Russian State Procuracy investigators found that from such directives, party officials founded more than 100 banks and commercial enterprises in Moscow and 600 in the Russian Federation, as well as companies based in the West (Timofeyev, 1992: 119-120). Former KGB Colonel Viktor Kichikhin (1991), who served in the Fifth Chief Directorate responsible for ideological enforcement, witnessed the process firsthand: “In 1989-1990 most of the Soviet-Western joint venture enterprises were created by our directorate, except those which were established directly by the Central Committee of the CPSU.” The process was so integrated that one former KGB general (Timofeyev, 1992: 108-109) commented, “The market will be occupied by the ruling apparat and the KGB, because they have the opportunities to control the process of privatization and the creation of new enterprises. They have the licenses, they have the influence.” He said, “This is not so much for the party’s sake as it is for self preservation,” and added, “There is undoubtedly an element here of an organized retreat. . . . under which the retreating force tries to maintain some element or order and the possibility of preserving a nucleus, and then perhaps, in time, returning to the past.”

Money laundering. Parliamentary investigators admitted only scratching the surface with their aborted 1991-92 probe. They found that the present External Intelligence Service (SVR) played a major role in large-scale money laundering between 1989 and 1991 when it was known as the KGB First Chief Directorate, and that the SVR covered up the entire operation since that time. Describing phony agreements in Italy to transfer cash to Swiss and British banks, and to defraud the governments of Italy, Greece, and Portugal, investigator A. P. Surkov (1992) stated:

the party moved abroad at least 60 tonnes of gold, eight tonnes of platinum, 150 tonnes of silver, and in the safes of Western banks are stored resources of the Communist Party amounting to from 15 to 50 billion dollars. There are significant violations with valuable metals which have shown up in the State Repository for Precious Metals. Gold bullion, for example, was provided to the KGB. On October 30 of [1990], the KGB was given 502 kilograms of valuables. Among this were gold bullion, gold American dollars [sic] stored for some special operations, and they were not returned in time, a gold brooch with 31 diamonds, a gold ring with 20 diamonds, a gold brooch with 12 diamonds and two emeralds, a gold necklace with 104 diamonds, a gold brooch with 60 diamonds, and so on. They received, by the way . . . and there is a basis to think that the Moscow Special Alloys Plant did not fall outside the KGB’s attention, and naturally, that of party functionaries. There is an opinion that in 1990, a contract was made between the Glavalmazzoloto [Main Industrial Association for Gold and Diamonds] and the South African DeBeers Company for sale of 59 percent of the diamonds mined through 1995, and this was done with the intent of hiding the transfer of hard currency through third parties into secret party accounts. . . . There were flagrant violations in the State Repository for Precious Metals, and yet the same people are retained in their posts under the Russian structure.

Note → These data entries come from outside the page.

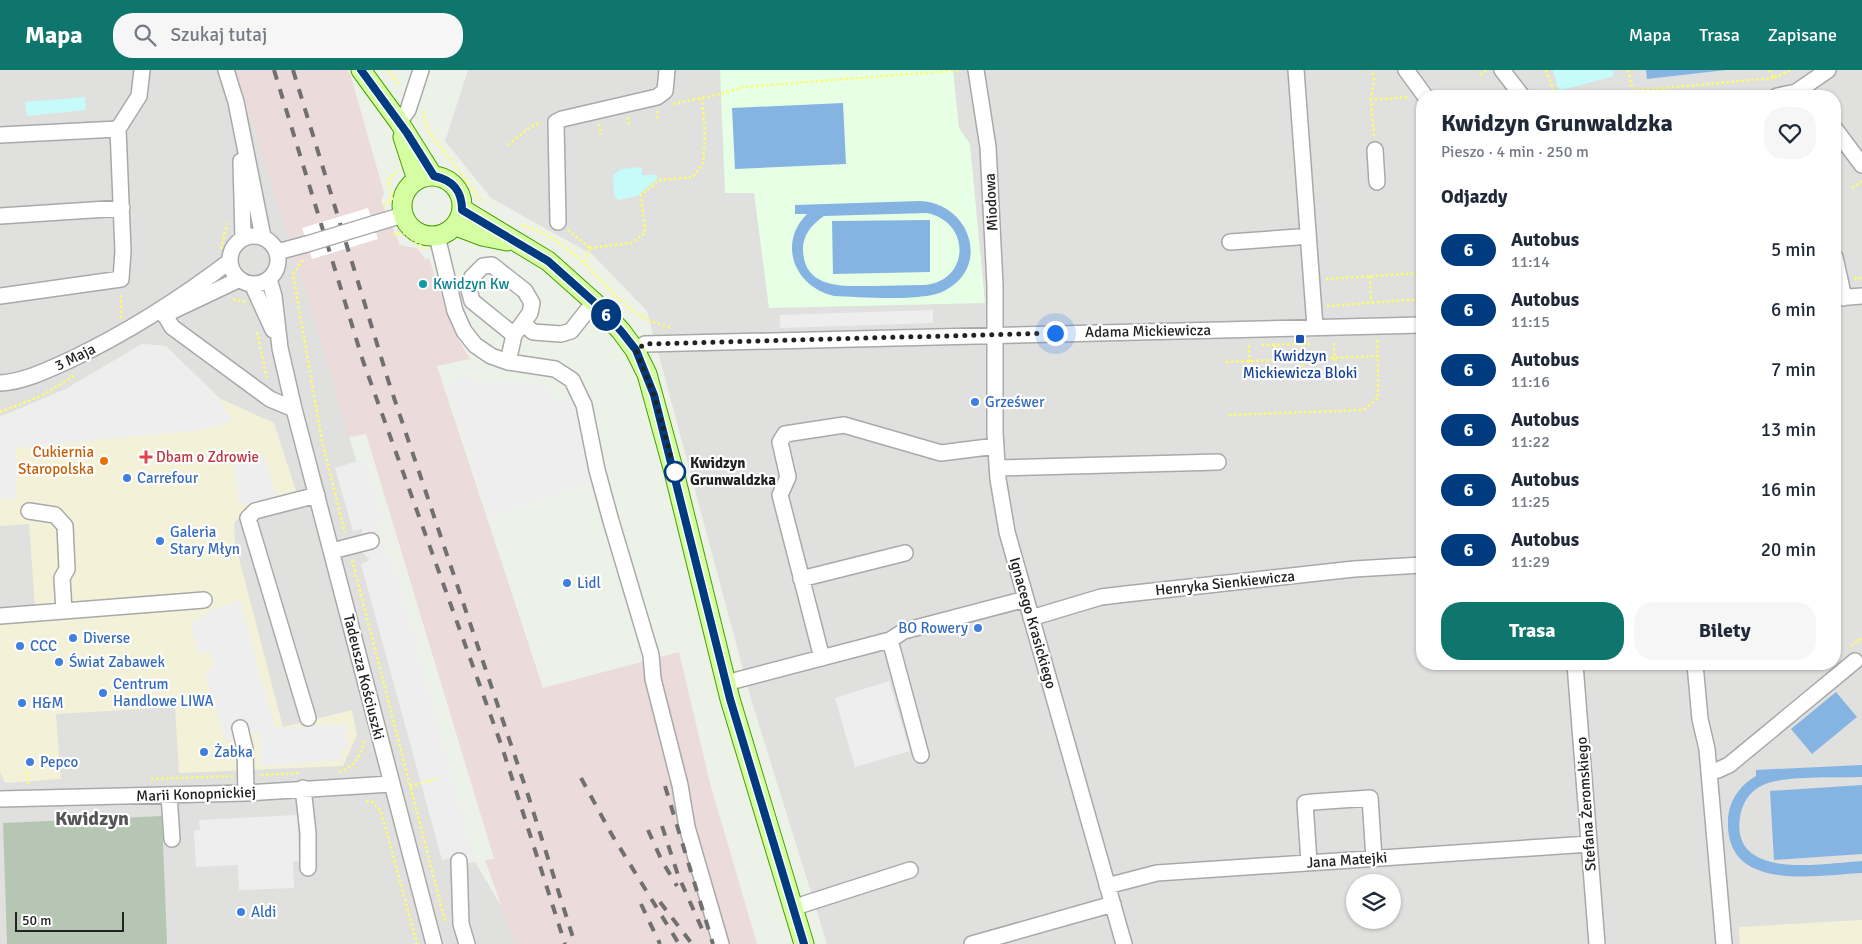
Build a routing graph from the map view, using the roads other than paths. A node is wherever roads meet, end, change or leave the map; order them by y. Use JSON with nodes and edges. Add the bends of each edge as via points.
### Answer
{"nodes":[{"id":1,"x":142,"y":70,"type":"edge"},
{"id":2,"x":226,"y":70,"type":"edge"},
{"id":3,"x":361,"y":70,"type":"edge"},
{"id":4,"x":422,"y":70,"type":"edge"},
{"id":5,"x":667,"y":70,"type":"edge"},
{"id":6,"x":976,"y":70,"type":"edge"},
{"id":7,"x":1296,"y":70,"type":"edge"},
{"id":8,"x":1406,"y":70,"type":"edge"},
{"id":9,"x":1502,"y":70,"type":"edge"},
{"id":10,"x":1828,"y":70,"type":"edge"},
{"id":11,"x":1421,"y":90,"type":"edge"},
{"id":12,"x":1517,"y":90,"type":"edge"},
{"id":13,"x":1809,"y":90,"type":"edge"},
{"id":14,"x":240,"y":122,"type":"junction"},
{"id":15,"x":399,"y":122,"type":"junction"},
{"id":16,"x":118,"y":129,"type":"junction"},
{"id":17,"x":0,"y":135,"type":"edge"},
{"id":18,"x":1841,"y":138,"type":"edge"},
{"id":19,"x":1375,"y":150,"type":"road end"},
{"id":20,"x":1862,"y":165,"type":"edge"},
{"id":21,"x":425,"y":178,"type":"junction"},
{"id":22,"x":1377,"y":182,"type":"dead end"},
{"id":23,"x":122,"y":208,"type":"junction"},
{"id":24,"x":403,"y":215,"type":"junction"},
{"id":25,"x":0,"y":216,"type":"edge"},
{"id":26,"x":459,"y":218,"type":"junction"},
{"id":27,"x":558,"y":222,"type":"road end"},
{"id":28,"x":437,"y":236,"type":"junction"},
{"id":29,"x":263,"y":237,"type":"junction"},
{"id":30,"x":1298,"y":237,"type":"dead end"},
{"id":31,"x":243,"y":238,"type":"junction"},
{"id":32,"x":1230,"y":242,"type":"dead end"},
{"id":33,"x":277,"y":252,"type":"junction"},
{"id":34,"x":230,"y":261,"type":"junction"},
{"id":35,"x":269,"y":279,"type":"junction"},
{"id":36,"x":246,"y":282,"type":"junction"},
{"id":37,"x":0,"y":296,"type":"edge"},
{"id":38,"x":1862,"y":296,"type":"edge"},
{"id":39,"x":1841,"y":298,"type":"edge"},
{"id":40,"x":594,"y":302,"type":"junction"},
{"id":41,"x":165,"y":315,"type":"junction"},
{"id":42,"x":146,"y":320,"type":"junction"},
{"id":43,"x":1416,"y":325,"type":"edge"},
{"id":44,"x":1315,"y":327,"type":"junction"},
{"id":45,"x":995,"y":336,"type":"junction"},
{"id":46,"x":280,"y":348,"type":"junction"},
{"id":47,"x":636,"y":350,"type":"junction"},
{"id":48,"x":508,"y":362,"type":"junction"},
{"id":49,"x":0,"y":383,"type":"edge"},
{"id":50,"x":294,"y":409,"type":"junction"},
{"id":51,"x":996,"y":446,"type":"junction"},
{"id":52,"x":1218,"y":462,"type":"dead end"},
{"id":53,"x":997,"y":468,"type":"junction"},
{"id":54,"x":317,"y":495,"type":"junction"},
{"id":55,"x":29,"y":511,"type":"dead end"},
{"id":56,"x":370,"y":541,"type":"dead end"},
{"id":57,"x":332,"y":550,"type":"junction"},
{"id":58,"x":905,"y":553,"type":"dead end"},
{"id":59,"x":1416,"y":565,"type":"edge"},
{"id":60,"x":801,"y":579,"type":"junction"},
{"id":61,"x":1026,"y":599,"type":"junction"},
{"id":62,"x":204,"y":600,"type":"dead end"},
{"id":63,"x":64,"y":611,"type":"junction"},
{"id":64,"x":0,"y":616,"type":"edge"},
{"id":65,"x":1031,"y":618,"type":"junction"},
{"id":66,"x":890,"y":640,"type":"junction"},
{"id":67,"x":822,"y":658,"type":"junction"},
{"id":68,"x":1855,"y":661,"type":"dead end"},
{"id":69,"x":1575,"y":670,"type":"edge"},
{"id":70,"x":1696,"y":670,"type":"edge"},
{"id":71,"x":726,"y":683,"type":"junction"},
{"id":72,"x":308,"y":718,"type":"dead end"},
{"id":73,"x":240,"y":728,"type":"dead end"},
{"id":74,"x":921,"y":755,"type":"dead end"},
{"id":75,"x":1709,"y":771,"type":"junction"},
{"id":76,"x":391,"y":784,"type":"junction"},
{"id":77,"x":303,"y":788,"type":"junction"},
{"id":78,"x":246,"y":793,"type":"junction"},
{"id":79,"x":169,"y":795,"type":"junction"},
{"id":80,"x":0,"y":799,"type":"edge"},
{"id":81,"x":172,"y":839,"type":"dead end"},
{"id":82,"x":1589,"y":844,"type":"junction"},
{"id":83,"x":1374,"y":858,"type":"junction"},
{"id":84,"x":459,"y":861,"type":"dead end"},
{"id":85,"x":1309,"y":862,"type":"junction"},
{"id":86,"x":308,"y":868,"type":"dead end"},
{"id":87,"x":910,"y":870,"type":"dead end"},
{"id":88,"x":1107,"y":886,"type":"junction"},
{"id":89,"x":1112,"y":904,"type":"junction"},
{"id":90,"x":792,"y":908,"type":"junction"},
{"id":91,"x":434,"y":944,"type":"edge"},
{"id":92,"x":467,"y":944,"type":"edge"},
{"id":93,"x":720,"y":944,"type":"edge"},
{"id":94,"x":804,"y":944,"type":"edge"},
{"id":95,"x":972,"y":944,"type":"edge"},
{"id":96,"x":1124,"y":944,"type":"edge"},
{"id":97,"x":1597,"y":944,"type":"edge"},
{"id":98,"x":1724,"y":944,"type":"edge"}],
"edges":[{"from":1,"to":16,"type":"street","via":[[139,96]]},
{"from":2,"to":14,"type":"street"},
{"from":3,"to":15,"type":"main road"},
{"from":4,"to":15,"type":"street","via":[[408,110]]},
{"from":5,"to":27,"type":"street","via":[[665,91],[657,97],[556,122]]},
{"from":6,"to":45,"type":"street","name":"Miodowa","via":[[988,147]]},
{"from":7,"to":44,"type":"street"},
{"from":8,"to":11,"type":"street"},
{"from":9,"to":12,"type":"street"},
{"from":10,"to":13,"type":"street"},
{"from":14,"to":29,"type":"street"},
{"from":14,"to":31,"type":"street"},
{"from":15,"to":21,"type":"main road"},
{"from":16,"to":17,"type":"street"},
{"from":16,"to":23,"type":"street"},
{"from":18,"to":20,"type":"street"},
{"from":19,"to":22,"type":"street"},
{"from":21,"to":24,"type":"main road","via":[[406,191]]},
{"from":21,"to":26,"type":"main road","via":[[443,178],[458,190]]},
{"from":23,"to":25,"type":"street"},
{"from":23,"to":37,"type":"street","via":[[121,279]]},
{"from":24,"to":28,"type":"main road","via":[[419,234]]},
{"from":24,"to":33,"type":"street","bridge":true},
{"from":26,"to":28,"type":"main road","via":[[450,231]]},
{"from":26,"to":40,"type":"main road","via":[[488,224],[548,261]]},
{"from":28,"to":48,"type":"street","via":[[455,310],[464,331],[490,356]]},
{"from":29,"to":31,"type":"street"},
{"from":29,"to":33,"type":"street"},
{"from":30,"to":32,"type":"street"},
{"from":31,"to":34,"type":"street","via":[[233,248]]},
{"from":33,"to":35,"type":"street","via":[[277,266]]},
{"from":34,"to":36,"type":"street","via":[[231,268]]},
{"from":34,"to":42,"type":"street","name":"3 Maja"},
{"from":35,"to":36,"type":"street","via":[[261,283]]},
{"from":35,"to":46,"type":"street","name":"Tadeusza Kościuszki"},
{"from":36,"to":41,"type":"street","name":"3 Maja"},
{"from":36,"to":46,"type":"street","name":"Tadeusza Kościuszki"},
{"from":38,"to":39,"type":"street"},
{"from":40,"to":47,"type":"main road"},
{"from":40,"to":48,"type":"street","via":[[571,331],[561,334],[518,329]]},
{"from":41,"to":42,"type":"street","name":"3 Maja"},
{"from":41,"to":50,"type":"street","via":[[172,328],[270,399]]},
{"from":42,"to":49,"type":"street","name":"3 Maja","via":[[54,367]]},
{"from":43,"to":44,"type":"street","name":"Adama Mickiewicza"},
{"from":44,"to":45,"type":"street","name":"Adama Mickiewicza"},
{"from":45,"to":47,"type":"street","name":"Adama Mickiewicza","via":[[645,344]]},
{"from":45,"to":51,"type":"street","name":"Ignacego Krasickiego"},
{"from":46,"to":50,"type":"street","name":"Tadeusza Kościuszki"},
{"from":47,"to":71,"type":"main road","via":[[654,395]]},
{"from":48,"to":93,"type":"street","via":[[555,369],[572,380],[584,405],[597,470],[651,655],[653,679],[680,785],[687,827]]},
{"from":50,"to":54,"type":"street","name":"Tadeusza Kościuszki"},
{"from":51,"to":53,"type":"street","name":"Ignacego Krasickiego"},
{"from":51,"to":60,"type":"street","via":[[942,453],[844,425],[785,434],[780,442],[788,477],[780,495]]},
{"from":52,"to":53,"type":"street"},
{"from":53,"to":61,"type":"street","name":"Ignacego Krasickiego","via":[[1007,532]]},
{"from":54,"to":57,"type":"street","name":"Tadeusza Kościuszki"},
{"from":54,"to":72,"type":"street","via":[[255,511],[248,518]]},
{"from":55,"to":63,"type":"street","via":[[55,515],[66,526],[67,569],[62,578]]},
{"from":56,"to":57,"type":"street"},
{"from":57,"to":76,"type":"street","name":"Tadeusza Kościuszki"},
{"from":58,"to":60,"type":"street"},
{"from":59,"to":65,"type":"street","name":"Henryka Sienkiewicza","via":[[1354,569],[1102,597]]},
{"from":60,"to":67,"type":"street"},
{"from":61,"to":65,"type":"street","name":"Ignacego Krasickiego"},
{"from":61,"to":66,"type":"street","via":[[904,631]]},
{"from":62,"to":63,"type":"street"},
{"from":63,"to":64,"type":"street"},
{"from":65,"to":88,"type":"street","name":"Ignacego Krasickiego"},
{"from":66,"to":67,"type":"street"},
{"from":66,"to":74,"type":"street"},
{"from":67,"to":71,"type":"street"},
{"from":68,"to":75,"type":"street","via":[[1729,765]]},
{"from":69,"to":82,"type":"street","name":"Stefana Żeromskiego"},
{"from":70,"to":75,"type":"street"},
{"from":71,"to":90,"type":"main road"},
{"from":73,"to":78,"type":"street","via":[[245,748]]},
{"from":75,"to":98,"type":"street"},
{"from":76,"to":77,"type":"street","name":"Marii Konopnickiej"},
{"from":76,"to":91,"type":"street","name":"Tadeusza Kościuszki"},
{"from":77,"to":78,"type":"street","name":"Marii Konopnickiej"},
{"from":77,"to":86,"type":"street"},
{"from":78,"to":79,"type":"street","name":"Marii Konopnickiej"},
{"from":79,"to":80,"type":"street","name":"Marii Konopnickiej"},
{"from":79,"to":81,"type":"street"},
{"from":82,"to":83,"type":"street","name":"Jana Matejki"},
{"from":82,"to":97,"type":"street","name":"Stefana Żeromskiego"},
{"from":83,"to":85,"type":"street","name":"Jana Matejki"},
{"from":83,"to":85,"type":"street","via":[[1370,798],[1306,802]]},
{"from":84,"to":92,"type":"street","via":[[461,924]]},
{"from":85,"to":88,"type":"street","name":"Jana Matejki","via":[[1157,874]]},
{"from":87,"to":90,"type":"street"},
{"from":88,"to":89,"type":"street","name":"Ignacego Krasickiego"},
{"from":89,"to":95,"type":"street"},
{"from":89,"to":96,"type":"street","name":"Ignacego Krasickiego"},
{"from":90,"to":94,"type":"main road"}]}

Parliamentary commission members (Ponomarev and Maksimov, 1992) felt that they knew where much of the stolen cash and bullion was located, but they lacked specific account numbers in the possession of the Ministry of Finance and other bureaucracies, and lacked resources to conduct a full investigation on their own. They met active resistance within the KGB, even though they found that the state security chief at the time, Vadim Bakatin, honestly did what he could to help the commission. When the probe focused on the son of former Soviet Prime Minister Valentin Pavlov, who worked at a Luxembourg bank, and on the son of former KGB Chairman Vladimir Kryuchkov, who was KGB station chief in Switzerland, SVR Director General Primakov blocked the investigation (TASS, January 21, 1992; Ponomarev and Yakunin).

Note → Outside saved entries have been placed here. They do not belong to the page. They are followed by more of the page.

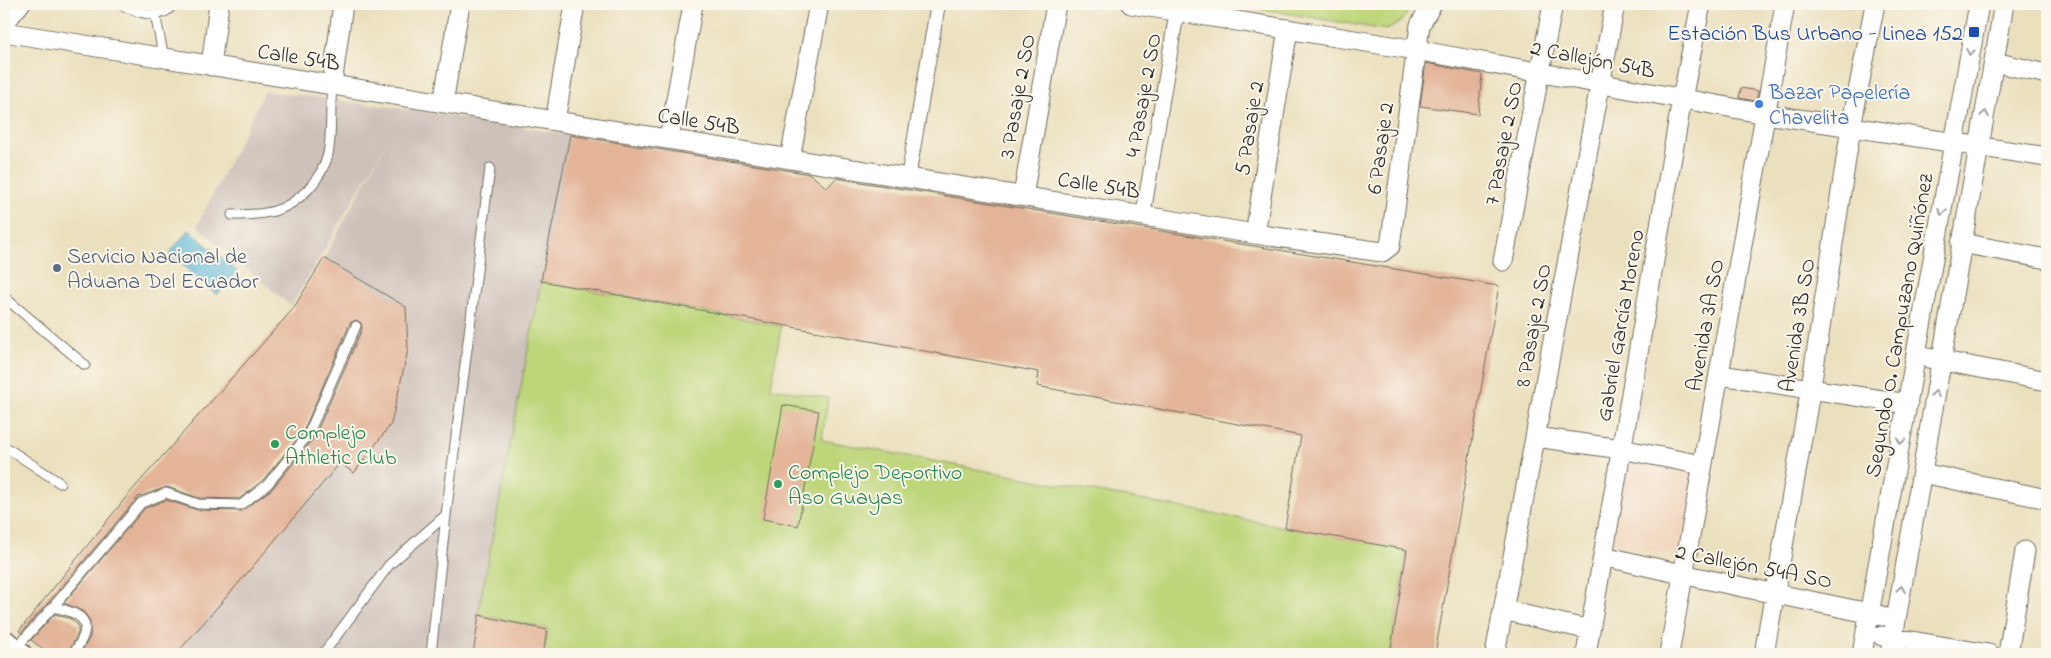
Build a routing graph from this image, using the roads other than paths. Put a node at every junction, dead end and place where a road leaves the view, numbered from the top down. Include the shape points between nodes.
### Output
1 (20, 4) edge
2 (119, 4) edge
3 (173, 4) edge
4 (219, 4) edge
5 (343, 4) edge
6 (460, 4) edge
7 (575, 4) edge
8 (693, 4) edge
9 (819, 4) edge
10 (938, 4) edge
11 (1056, 4) edge
12 (1131, 4) edge
13 (1553, 4) edge
14 (1615, 4) edge
15 (1701, 4) edge
16 (1785, 4) edge
17 (1875, 4) edge
18 (1979, 4) edge
19 (2004, 4) edge
20 (1429, 5) edge
21 (1177, 11) junction
22 (155, 14) junction
23 (4, 23) edge
24 (1288, 29) junction
25 (4, 32) edge
26 (1416, 50) junction
27 (164, 58) junction
28 (1994, 62) junction
29 (211, 66) junction
30 (1540, 72) junction
31 (2047, 74) edge
32 (1600, 83) junction
33 (332, 85) junction
34 (1682, 99) junction
35 (443, 103) junction
36 (1766, 114) junction
37 (555, 121) junction
38 (1851, 127) junction
39 (669, 139) junction
40 (1954, 142) junction
41 (1979, 146) junction
42 (2047, 157) edge
43 (790, 159) junction
44 (490, 168) dead end
45 (908, 178) junction
46 (1023, 196) junction
47 (232, 215) dead end
48 (1143, 216) junction
49 (1255, 234) junction
50 (1961, 243) junction
51 (1386, 250) joint
52 (2047, 259) edge
53 (1503, 261) dead end
54 (4, 297) edge
55 (356, 326) dead end
56 (1916, 356) junction
57 (1940, 361) junction
58 (85, 365) dead end
59 (1720, 375) junction
60 (2047, 381) edge
61 (1811, 388) junction
62 (1908, 404) junction
63 (1536, 437) junction
64 (4, 446) edge
65 (1621, 449) junction
66 (1702, 465) junction
67 (1922, 473) junction
68 (60, 483) dead end
69 (2047, 498) edge
70 (446, 515) junction
71 (2025, 551) dead end
72 (1604, 556) junction
73 (1685, 576) junction
74 (1774, 592) junction
75 (53, 608) junction
76 (1503, 610) junction
77 (1870, 613) junction
78 (1896, 619) junction
79 (1590, 630) junction
80 (1866, 633) junction
81 (1892, 646) edge
82 (13, 648) edge
83 (73, 654) edge
84 (322, 654) edge
85 (432, 654) edge
86 (1495, 654) edge
87 (1586, 654) edge
88 (1669, 654) edge
89 (1764, 654) edge
90 (1862, 654) edge
91 (1989, 654) edge
92 (2008, 654) edge

1 - 23 street
2 - 22 lane via 138,12
3 - 22 lane
4 - 29 street
5 - 33 street
6 - 35 street
7 - 37 street
8 - 39 street
9 - 43 street
10 - 45 street
11 - 46 street, 3 Pasaje 2 SO
12 - 21 street, 2 Callejón 54B
13 - 30 street, 7 Pasaje 2 SO
14 - 32 street, 8 Pasaje 2 SO
15 - 34 street, Gabriel García Moreno
16 - 36 street, Avenida 3A SO
17 - 38 street, Avenida 3B SO
18 -> 40 street, Segundo O. Campuzano Quiñónez
19 - 28 street
20 - 26 street, 6 Pasaje 2 via 1420,25
21 - 24 street, 2 Callejón 54B
21 - 48 street, 4 Pasaje 2 SO
22 - 27 lane
24 - 26 street, 2 Callejón 54B
24 - 49 street, 5 Pasaje 2
25 - 27 street, Calle 54B
26 - 30 street, 2 Callejón 54B
26 - 51 street, 6 Pasaje 2 via 1390,246
27 - 29 street, Calle 54B
28 - 31 street
41 -> 28 street
29 - 33 street, Calle 54B
30 - 32 street, 2 Callejón 54B
30 - 53 street, 7 Pasaje 2 SO
32 - 34 street, 2 Callejón 54B
32 - 63 street, 8 Pasaje 2 SO
33 - 35 street, Calle 54B
33 - 47 lane via 328,154 309,189 295,201 276,210 257,215
34 - 36 street, 2 Callejón 54B
34 - 65 street, Gabriel García Moreno
35 - 37 street, Calle 54B
36 - 38 street, 2 Callejón 54B
36 - 59 street, Avenida 3A SO
37 - 39 street, Calle 54B
38 - 40 street, 2 Callejón 54B
38 - 61 street, Avenida 3B SO
39 - 43 street, Calle 54B
40 - 41 street, 2 Callejón 54B
40 -> 56 street, Segundo O. Campuzano Quiñónez
41 - 42 street, 2 Callejón 54B
41 - 50 street
43 - 45 street, Calle 54B
44 - 70 lane
45 - 46 street, Calle 54B
46 - 48 street, Calle 54B
48 - 49 street, Calle 54B
49 - 51 street, Calle 54B
50 - 52 street
50 - 57 street
54 - 58 lane
55 - 75 lane via 308,436 267,485 241,505 198,504 166,493 141,503
56 - 57 street
56 - 62 street, Segundo O. Campuzano Quiñónez
57 - 60 street
67 -> 57 street
59 - 61 street
59 - 66 street, Avenida 3A SO
61 - 62 street
61 - 74 street, Avenida 3B SO
62 -> 77 street, Segundo O. Campuzano Quiñónez
63 - 65 street
63 - 76 street, 8 Pasaje 2 SO
64 - 68 lane
65 - 66 street
65 - 72 street, Gabriel García Moreno
66 - 73 street, Avenida 3A SO
67 - 69 street
78 -> 67 street
70 - 84 lane via 389,565
70 - 85 lane
71 - 92 street
72 - 73 street, 2 Callejón 54A SO
72 - 79 street, Gabriel García Moreno
73 - 74 street, 2 Callejón 54A SO
73 - 88 street, Avenida 3A SO
74 - 77 street, 2 Callejón 54A SO
74 - 89 street, Avenida 3B SO
75 - 82 lane
75 - 83 lane via 70,611 86,626 86,633
76 - 79 street
76 - 86 street, 8 Pasaje 2 SO
77 - 78 street, 2 Callejón 54A SO
77 - 80 street, Segundo O. Campuzano Quiñónez
78 - 81 street
79 - 87 street, Gabriel García Moreno
80 - 81 street
80 - 90 street, Segundo O. Campuzano Quiñónez
81 - 91 street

One commission member (Surkov, 1992) said in the report to parliament, “we have already emphasized it in the previous hearings, we had to get help. . . primarily from Yevgeniy Maksimovich Primakov and his service. He should have all this in his archives, where all this is scrupulously recorded. . . .” Auditors found that Primakov’s service actively managed “valuable everyday objects,” including liquor and perfume, not only for intelligence purposes but for corruption, according to a commission investigator (Surkov, 1992): “That’s what our distinguished Yevgeniy Maksimovich has. He has [the records]. He actually has that so we would not need to be hollering to the entire world for help. He has that stuff here.” The internal security ministry, now called the Federal Security Service (FSB), also had records, the investigator said, noting that the security chief had tightened secrecy “of all archival materials.”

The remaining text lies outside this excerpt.